Stored items:
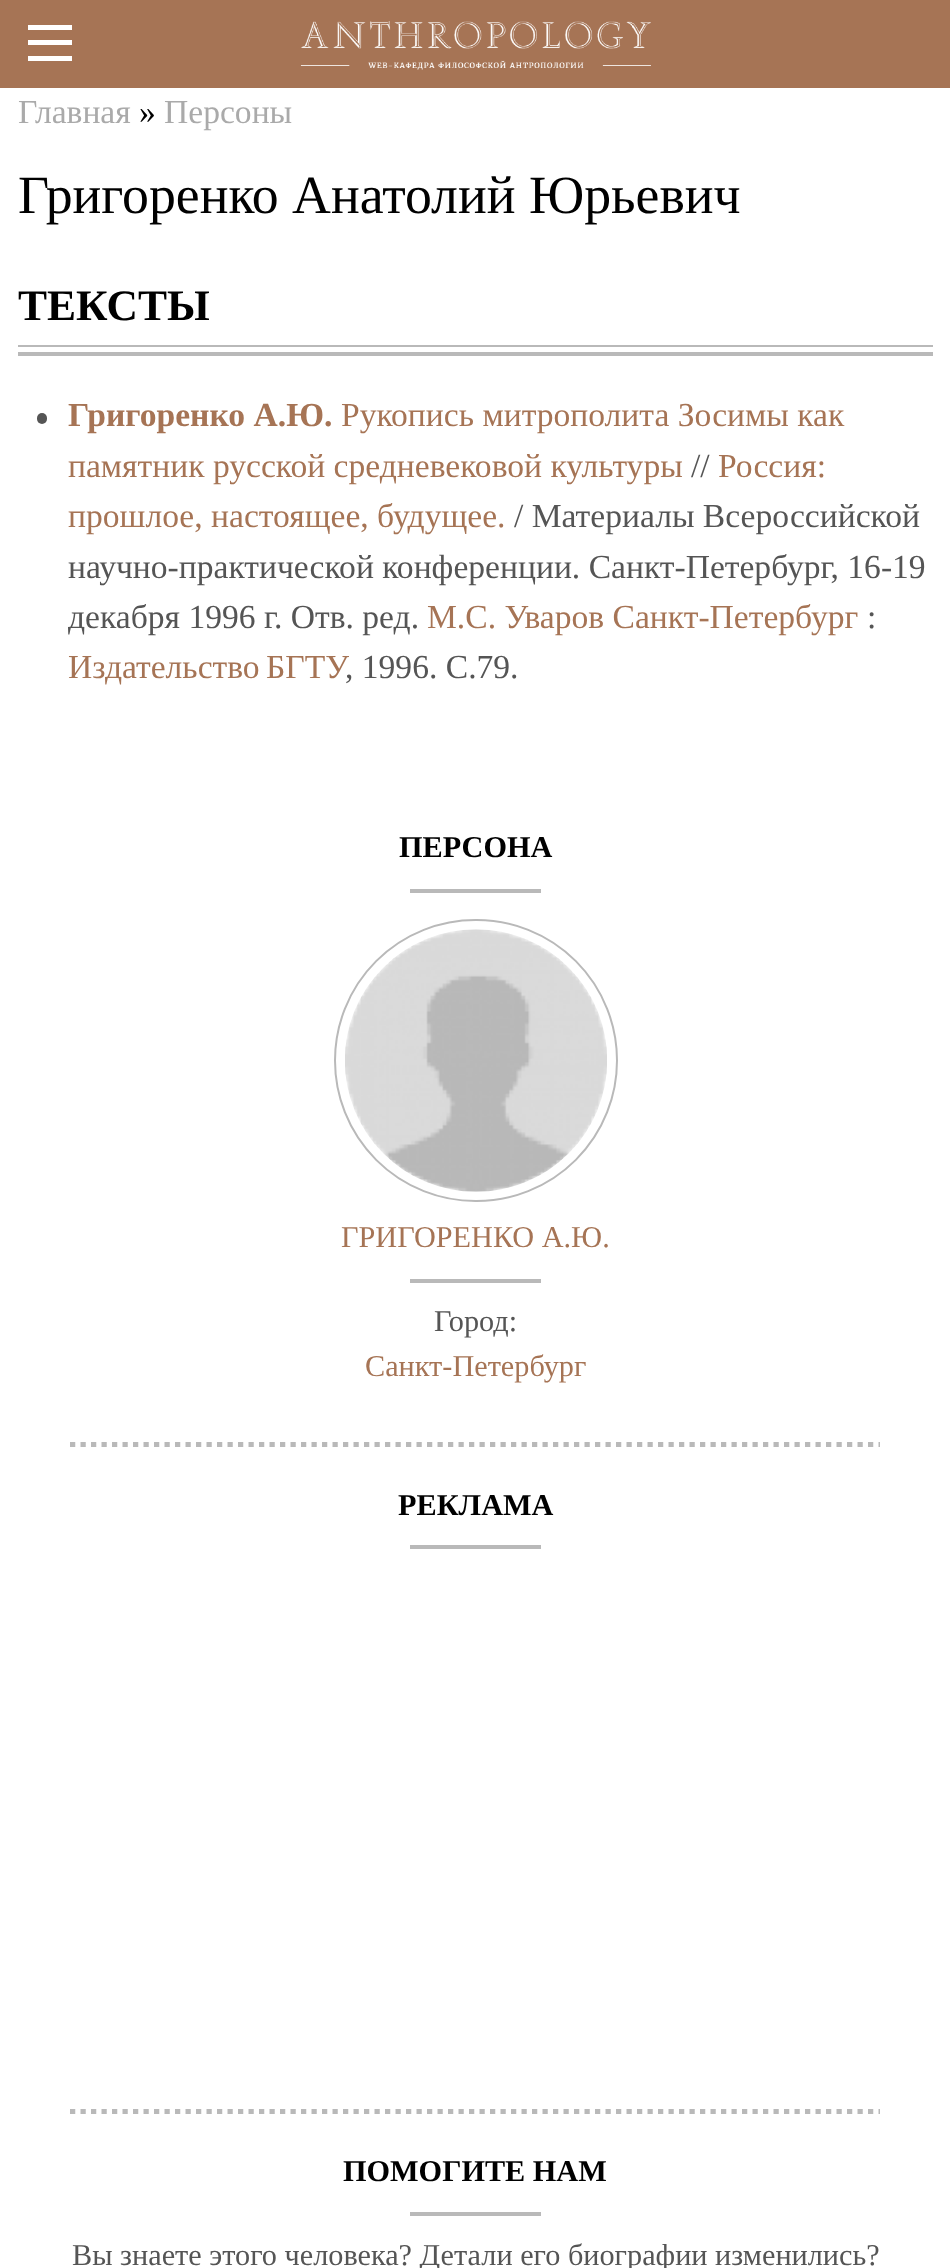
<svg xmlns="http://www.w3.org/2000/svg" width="950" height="2268">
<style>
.a{font:33.6px Liberation Serif;fill:#aaa}
.b{font:33.6px Liberation Serif;fill:#000}
.c{font:53.75px Liberation Serif;fill:#000}
.d{font:bold 43.5px Liberation Serif;fill:#000}
.e{font:bold 33.6px Liberation Serif;fill:#a67455}
.f{font:33.6px Liberation Serif;fill:#a67455}
.g{font:33.6px Liberation Serif;fill:#555}
.h{font:bold 30.25px Liberation Serif;fill:#000}
.i{font:30.25px Liberation Serif;fill:#a67455}
.j{font:30.25px Liberation Serif;fill:#555}
</style>
<rect width="100%" height="100%" fill="#fff"/>
<path fill="#a67455" d="M0 0h950v88H0z"/>
<image href="1.png" x="300" y="21" width="351" height="49"/>
<path fill="#fff" d="M28 25h44v5H28z"/>
<path fill="#fff" d="M28 40h44v5H28z"/>
<path fill="#fff" d="M28 56h44v5H28z"/>
<path fill="#b9b9b9" d="M18 352h915v4H18z"/>
<path fill="#b9b9b9" d="M18 345h915v2H18z"/>
<rect fill="#555" x="37" y="413" width="10" height="11" rx="5"/>
<path fill="none" stroke="#b9b9b9" stroke-width="5.2" stroke-dasharray="5.25 5.25" d="M70 1444.5h810"/>
<path fill="#b9b9b9" d="M410 889h131v4H410z"/>
<rect fill="none" stroke="#b9b9b9" stroke-width="2" x="335" y="920" width="282" height="281" rx="140.5"/>
<image href="2.png" x="345" y="929" width="262" height="263"/>
<path fill="#b9b9b9" d="M410 1279h131v4H410z"/>
<path fill="none" stroke="#b9b9b9" stroke-width="5.2" stroke-dasharray="5.25 5.25" d="M70 2111.5h810"/>
<path fill="#b9b9b9" d="M410 1545h131v4H410z"/>
<path fill="#b9b9b9" d="M410 2212h131v4H410z"/>
<text class="a" x="18" y="123">Главная</text>
<text class="b" x="139" y="123">»</text>
<text class="a" x="164" y="123">Персоны</text>
<text class="c" x="18" y="213">Григоренко Анатолий Юрьевич</text>
<text class="d" x="18" y="320">ТЕКСТЫ</text>
<text class="e" x="68" y="426">Григоренко А.Ю.</text>
<text class="f" x="341" y="426">Рукопись митрополита Зосимы как</text>
<text class="f" x="68" y="477">памятник русской средневековой культуры</text>
<text class="g" x="691" y="477">//</text>
<text class="f" x="718" y="477">Россия:</text>
<text class="f" x="68" y="527">прошлое, настоящее, будущее.</text>
<text class="g" x="514" y="527">/ Материалы Всероссийской</text>
<text class="g" x="68" y="578">научно-практической конференции. Санкт-Петербург, 16-19</text>
<text class="g" x="68" y="628">декабря 1996 г. Отв. ред.</text>
<text class="f" x="427" y="628">М.С. Уваров Санкт-Петербург</text>
<text class="g" x="867" y="628">:</text>
<text class="f" x="68" y="678" word-spacing="-2">Издательство БГТУ</text>
<text class="g" x="345" y="678">, 1996. C.79.</text>
<text class="h" x="399" y="857">ПЕРСОНА</text>
<text class="i" x="341" y="1247">ГРИГОРЕНКО А.Ю.</text>
<text class="j" x="434" y="1331">Город:</text>
<text class="i" x="365" y="1376">Санкт-Петербург</text>
<text class="h" x="398" y="1515">РЕКЛАМА</text>
<text class="h" x="343" y="2181">ПОМОГИТЕ НАМ</text>
<text class="j" x="72" y="2265">Вы знаете этого человека? Детали его биографии изменились?</text>
</svg>
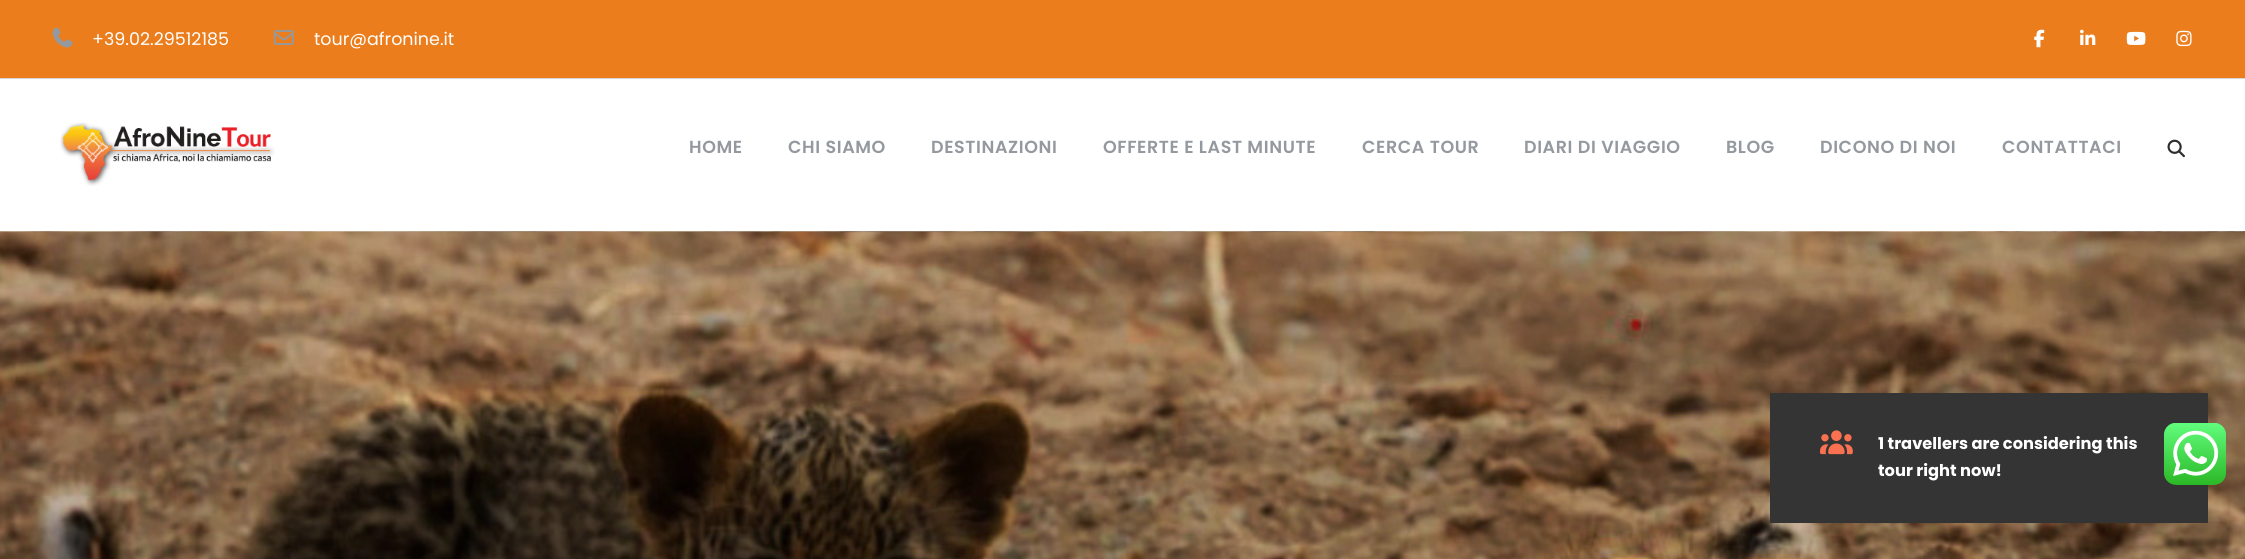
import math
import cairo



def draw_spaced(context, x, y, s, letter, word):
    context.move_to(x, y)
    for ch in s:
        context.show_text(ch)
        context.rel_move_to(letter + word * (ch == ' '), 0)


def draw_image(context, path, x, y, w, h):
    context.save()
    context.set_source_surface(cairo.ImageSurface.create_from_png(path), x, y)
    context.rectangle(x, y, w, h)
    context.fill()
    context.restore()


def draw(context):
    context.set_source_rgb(1, 1, 1)
    context.paint()
    context.set_source_rgb(214 / 255, 214 / 255, 214 / 255)
    context.rectangle(0, 78, 2245, 1)
    context.fill()
    context.set_source_rgb(235 / 255, 125 / 255, 28 / 255)
    context.rectangle(0, 0, 2245, 78)
    context.fill()
    draw_image(context, "images/1.png", 52, 27, 21, 21)
    draw_image(context, "images/2.png", 273, 30, 21, 15)
    draw_image(context, "images/3.png", 2034, 29, 11, 19)
    draw_image(context, "images/4.png", 2080, 29, 16, 16)
    draw_image(context, "images/5.png", 2126, 31, 20, 14)
    draw_image(context, "images/6.png", 2176, 30, 16, 17)
    draw_image(context, "images/7.png", 60, 122, 215, 64)
    draw_image(context, "images/8.png", 2167, 139, 18, 19)
    draw_image(context, "images/9.png", 0, 231, 2245, 328)
    context.set_source_rgb(52 / 255, 52 / 255, 52 / 255)
    context.rectangle(1770, 393, 438, 130)
    context.fill()
    draw_image(context, "images/10.png", 1820, 430, 33, 25)
    draw_image(context, "images/11.png", 2164, 423, 62, 62)
    context.select_font_face("Poppins")
    context.set_font_size(17.5)
    context.set_source_rgb(1, 1, 1)
    context.move_to(92, 45)
    context.show_text("+39.02.29512185")
    context.move_to(314, 45)
    context.show_text("tour@afronine.it")
    context.select_font_face("Poppins SemiBold")
    context.set_source_rgb(148 / 255, 153 / 255, 159 / 255)
    draw_spaced(context, 689, 153, "HOME", 0.6, 0)
    draw_spaced(context, 788, 153, "CHI SIAMO", 0.6, 0)
    draw_spaced(context, 931, 153, "DESTINAZIONI", 0.6, 0)
    draw_spaced(context, 1103, 153, "OFFERTE E LAST MINUTE", 0.6, 0)
    draw_spaced(context, 1362, 153, "CERCA TOUR", 0.6, 0)
    draw_spaced(context, 1524, 153, "DIARI DI VIAGGIO", 0.6, 0)
    draw_spaced(context, 1726, 153, "BLOG", 0.6, 0)
    draw_spaced(context, 1820, 153, "DICONO DI NOI", 0.6, 0)
    draw_spaced(context, 2002, 153, "CONTATTACI", 0.6, 0)
    context.select_font_face("Poppins", cairo.FontSlant.NORMAL, cairo.FontWeight.BOLD)
    context.set_font_size(16.25)
    context.set_source_rgb(1, 1, 1)
    context.move_to(1878, 449)
    context.show_text("1 travellers are considering this")
    context.move_to(1878, 476)
    context.show_text("tour right now!")


surface = cairo.ImageSurface(cairo.Format.RGB24, 2245, 559)
context = cairo.Context(surface)
options = cairo.FontOptions()
options.set_hint_metrics(cairo.HintMetrics.OFF)
options.set_hint_style(cairo.HintStyle.NONE)
context.set_font_options(options)
context.set_miter_limit(4)
draw(context)
surface.write_to_png("out.png")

*Action item*
Copy only the part of the records that runs from the first line to the line with "конференции. Санкт-Петербург, 16-19</text>", ends included, leaving pictures out.

*Exercise result*
<svg xmlns="http://www.w3.org/2000/svg" width="950" height="2268">
<style>
.a{font:33.6px Liberation Serif;fill:#aaa}
.b{font:33.6px Liberation Serif;fill:#000}
.c{font:53.75px Liberation Serif;fill:#000}
.d{font:bold 43.5px Liberation Serif;fill:#000}
.e{font:bold 33.6px Liberation Serif;fill:#a67455}
.f{font:33.6px Liberation Serif;fill:#a67455}
.g{font:33.6px Liberation Serif;fill:#555}
.h{font:bold 30.25px Liberation Serif;fill:#000}
.i{font:30.25px Liberation Serif;fill:#a67455}
.j{font:30.25px Liberation Serif;fill:#555}
</style>
<rect width="100%" height="100%" fill="#fff"/>
<path fill="#a67455" d="M0 0h950v88H0z"/>
<image href="1.png" x="300" y="21" width="351" height="49"/>
<path fill="#fff" d="M28 25h44v5H28z"/>
<path fill="#fff" d="M28 40h44v5H28z"/>
<path fill="#fff" d="M28 56h44v5H28z"/>
<path fill="#b9b9b9" d="M18 352h915v4H18z"/>
<path fill="#b9b9b9" d="M18 345h915v2H18z"/>
<rect fill="#555" x="37" y="413" width="10" height="11" rx="5"/>
<path fill="none" stroke="#b9b9b9" stroke-width="5.2" stroke-dasharray="5.25 5.25" d="M70 1444.5h810"/>
<path fill="#b9b9b9" d="M410 889h131v4H410z"/>
<rect fill="none" stroke="#b9b9b9" stroke-width="2" x="335" y="920" width="282" height="281" rx="140.5"/>
<image href="2.png" x="345" y="929" width="262" height="263"/>
<path fill="#b9b9b9" d="M410 1279h131v4H410z"/>
<path fill="none" stroke="#b9b9b9" stroke-width="5.2" stroke-dasharray="5.25 5.25" d="M70 2111.5h810"/>
<path fill="#b9b9b9" d="M410 1545h131v4H410z"/>
<path fill="#b9b9b9" d="M410 2212h131v4H410z"/>
<text class="a" x="18" y="123">Главная</text>
<text class="b" x="139" y="123">»</text>
<text class="a" x="164" y="123">Персоны</text>
<text class="c" x="18" y="213">Григоренко Анатолий Юрьевич</text>
<text class="d" x="18" y="320">ТЕКСТЫ</text>
<text class="e" x="68" y="426">Григоренко А.Ю.</text>
<text class="f" x="341" y="426">Рукопись митрополита Зосимы как</text>
<text class="f" x="68" y="477">памятник русской средневековой культуры</text>
<text class="g" x="691" y="477">//</text>
<text class="f" x="718" y="477">Россия:</text>
<text class="f" x="68" y="527">прошлое, настоящее, будущее.</text>
<text class="g" x="514" y="527">/ Материалы Всероссийской</text>
<text class="g" x="68" y="578">научно-практической конференции. Санкт-Петербург, 16-19</text>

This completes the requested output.